Think identifying this creature looks rather complicated, more than just a quick glance! Prob ok, but better safe than sorry. Also I see on your profile that you keep it with fish. A word of warning - crayfish will definitely try to eat your fish. If it catches one it will tear it apart.
What are the species of fish its in with? Very few will be safe if they are within size range of or smaller than the cray. Generally they are considered non-community, you might find your riding your luck on this one. Most people who have then usually are, and they don't realise it or believe it until one day they wake up to find the cray has made a kill in the night, and is chewing a beloved fish in front of you.
I have 2 Golden Gouramis (think thats spelt right) one is about 3" long and the other 1 1/2" long and 2 scavengers one is about 3" long and the other is 5" long.
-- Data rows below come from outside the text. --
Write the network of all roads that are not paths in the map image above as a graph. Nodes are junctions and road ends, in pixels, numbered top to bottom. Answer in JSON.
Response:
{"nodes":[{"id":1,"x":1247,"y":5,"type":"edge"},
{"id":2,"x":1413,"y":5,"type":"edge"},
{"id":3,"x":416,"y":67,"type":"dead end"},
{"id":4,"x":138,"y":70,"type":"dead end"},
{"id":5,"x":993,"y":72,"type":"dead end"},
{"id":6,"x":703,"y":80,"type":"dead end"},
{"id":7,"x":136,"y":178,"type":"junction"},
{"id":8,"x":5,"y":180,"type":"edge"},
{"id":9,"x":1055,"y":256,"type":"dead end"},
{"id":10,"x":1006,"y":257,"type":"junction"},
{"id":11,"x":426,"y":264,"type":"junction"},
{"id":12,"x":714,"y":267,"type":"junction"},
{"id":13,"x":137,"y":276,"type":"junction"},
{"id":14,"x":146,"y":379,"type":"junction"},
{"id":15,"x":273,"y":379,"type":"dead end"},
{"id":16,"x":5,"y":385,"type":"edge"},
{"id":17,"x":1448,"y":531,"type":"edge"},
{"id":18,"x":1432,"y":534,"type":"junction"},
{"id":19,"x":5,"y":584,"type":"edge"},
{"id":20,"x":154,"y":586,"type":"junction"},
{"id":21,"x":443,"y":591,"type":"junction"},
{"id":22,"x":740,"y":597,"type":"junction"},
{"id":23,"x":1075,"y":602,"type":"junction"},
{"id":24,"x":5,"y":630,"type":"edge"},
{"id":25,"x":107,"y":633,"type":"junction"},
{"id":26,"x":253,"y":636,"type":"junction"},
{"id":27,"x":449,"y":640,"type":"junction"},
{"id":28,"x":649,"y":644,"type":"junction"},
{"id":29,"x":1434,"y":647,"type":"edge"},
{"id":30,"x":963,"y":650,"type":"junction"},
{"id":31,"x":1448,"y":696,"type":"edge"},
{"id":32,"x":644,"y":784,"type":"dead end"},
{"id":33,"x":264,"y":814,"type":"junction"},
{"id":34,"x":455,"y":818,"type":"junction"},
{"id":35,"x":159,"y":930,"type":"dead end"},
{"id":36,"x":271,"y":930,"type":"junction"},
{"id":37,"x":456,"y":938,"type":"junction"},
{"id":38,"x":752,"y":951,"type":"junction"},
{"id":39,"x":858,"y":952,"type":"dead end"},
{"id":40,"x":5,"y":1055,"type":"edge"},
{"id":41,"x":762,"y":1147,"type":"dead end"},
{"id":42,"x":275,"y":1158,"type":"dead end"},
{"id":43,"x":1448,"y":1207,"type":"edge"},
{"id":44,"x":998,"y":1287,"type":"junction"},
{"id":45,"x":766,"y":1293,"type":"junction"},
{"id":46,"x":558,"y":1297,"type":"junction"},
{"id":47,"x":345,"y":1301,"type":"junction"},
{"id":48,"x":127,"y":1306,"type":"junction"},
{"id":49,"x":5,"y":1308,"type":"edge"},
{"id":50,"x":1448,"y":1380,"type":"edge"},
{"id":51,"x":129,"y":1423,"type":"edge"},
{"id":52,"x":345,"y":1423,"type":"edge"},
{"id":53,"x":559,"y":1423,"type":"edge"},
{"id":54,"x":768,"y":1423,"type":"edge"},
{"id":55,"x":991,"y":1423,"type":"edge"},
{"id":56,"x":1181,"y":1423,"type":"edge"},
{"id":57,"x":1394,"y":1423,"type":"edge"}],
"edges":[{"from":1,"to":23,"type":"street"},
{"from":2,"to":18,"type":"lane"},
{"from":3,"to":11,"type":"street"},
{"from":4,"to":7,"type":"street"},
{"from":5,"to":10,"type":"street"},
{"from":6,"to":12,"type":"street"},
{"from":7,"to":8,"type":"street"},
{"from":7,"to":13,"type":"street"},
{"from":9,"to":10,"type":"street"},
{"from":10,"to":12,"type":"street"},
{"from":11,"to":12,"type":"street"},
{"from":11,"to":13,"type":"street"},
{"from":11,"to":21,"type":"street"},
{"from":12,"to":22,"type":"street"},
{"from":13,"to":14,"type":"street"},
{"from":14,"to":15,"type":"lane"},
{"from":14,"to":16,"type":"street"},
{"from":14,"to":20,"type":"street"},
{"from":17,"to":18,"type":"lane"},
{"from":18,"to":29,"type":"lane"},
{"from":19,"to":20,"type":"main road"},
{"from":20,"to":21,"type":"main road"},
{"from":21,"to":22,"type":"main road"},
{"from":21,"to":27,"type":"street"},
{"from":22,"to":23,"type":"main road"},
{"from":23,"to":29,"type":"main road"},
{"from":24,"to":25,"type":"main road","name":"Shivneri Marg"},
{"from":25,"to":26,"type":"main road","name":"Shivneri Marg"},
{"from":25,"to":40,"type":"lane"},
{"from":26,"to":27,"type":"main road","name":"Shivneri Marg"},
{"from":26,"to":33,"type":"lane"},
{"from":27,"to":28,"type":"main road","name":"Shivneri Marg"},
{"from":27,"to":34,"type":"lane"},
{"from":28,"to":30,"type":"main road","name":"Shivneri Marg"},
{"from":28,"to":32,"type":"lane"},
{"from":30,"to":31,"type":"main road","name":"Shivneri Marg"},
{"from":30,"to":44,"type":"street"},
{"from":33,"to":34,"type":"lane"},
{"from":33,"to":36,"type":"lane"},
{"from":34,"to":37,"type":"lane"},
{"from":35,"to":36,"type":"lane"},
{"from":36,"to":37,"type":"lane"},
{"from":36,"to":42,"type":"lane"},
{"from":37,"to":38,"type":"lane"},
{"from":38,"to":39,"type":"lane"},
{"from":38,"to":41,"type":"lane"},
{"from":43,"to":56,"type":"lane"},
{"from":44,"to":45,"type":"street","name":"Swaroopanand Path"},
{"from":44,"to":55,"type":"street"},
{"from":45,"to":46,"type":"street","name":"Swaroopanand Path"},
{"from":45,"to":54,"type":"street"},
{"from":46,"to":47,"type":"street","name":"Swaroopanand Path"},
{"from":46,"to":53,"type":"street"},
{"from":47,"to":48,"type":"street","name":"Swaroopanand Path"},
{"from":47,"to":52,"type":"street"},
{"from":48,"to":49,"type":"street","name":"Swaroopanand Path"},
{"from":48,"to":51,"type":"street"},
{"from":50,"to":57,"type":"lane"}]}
I'd love to attach a photo but it won't upload, I don't know where the problem is I usually have no problem. Thanks
Nobody ever does until they get one , and then its too late. Moral being, pre-empt problems don't ride luck. I can only explain it so many ways. Its a big cray, a total omnivore, in a tank with lots of soft bodied creatures it could kill if it takes a mind to, and by experience, many crayfish do just that.
You can't say you did'nt go forward without that knowledge passed on to you.If you get a fish eaten because you did'nt listen then thats your responsibility, I can do no more. A crayfish has primitive , primordial instincts to take advantage of feeding opportunities. Size may have prohibited it from taking fish so far, but that won't last forever. Just because you don't have a problem now doesnt mean you wont't have one in the near future, thats what i'm trying hard to tell you. I'm not saying it for laughs, i'm trying to stop you from getting an undesired fish death.
Theres nothing in your tank too big for a cherax cray or marron to take out. When the mood takes him, he'll dispatch them with ease, and usually at night. You don't keep species together where that can happen, its fundamentally neglectful care, like it or not. You can choose to ignore it, or do something about it. A good fishkeeper would do something about it before it happens. If the fish matter to you, you'll give it some thought. Denial of the problem won't make it go away. A severe risk is being run here, theres no avoiding it.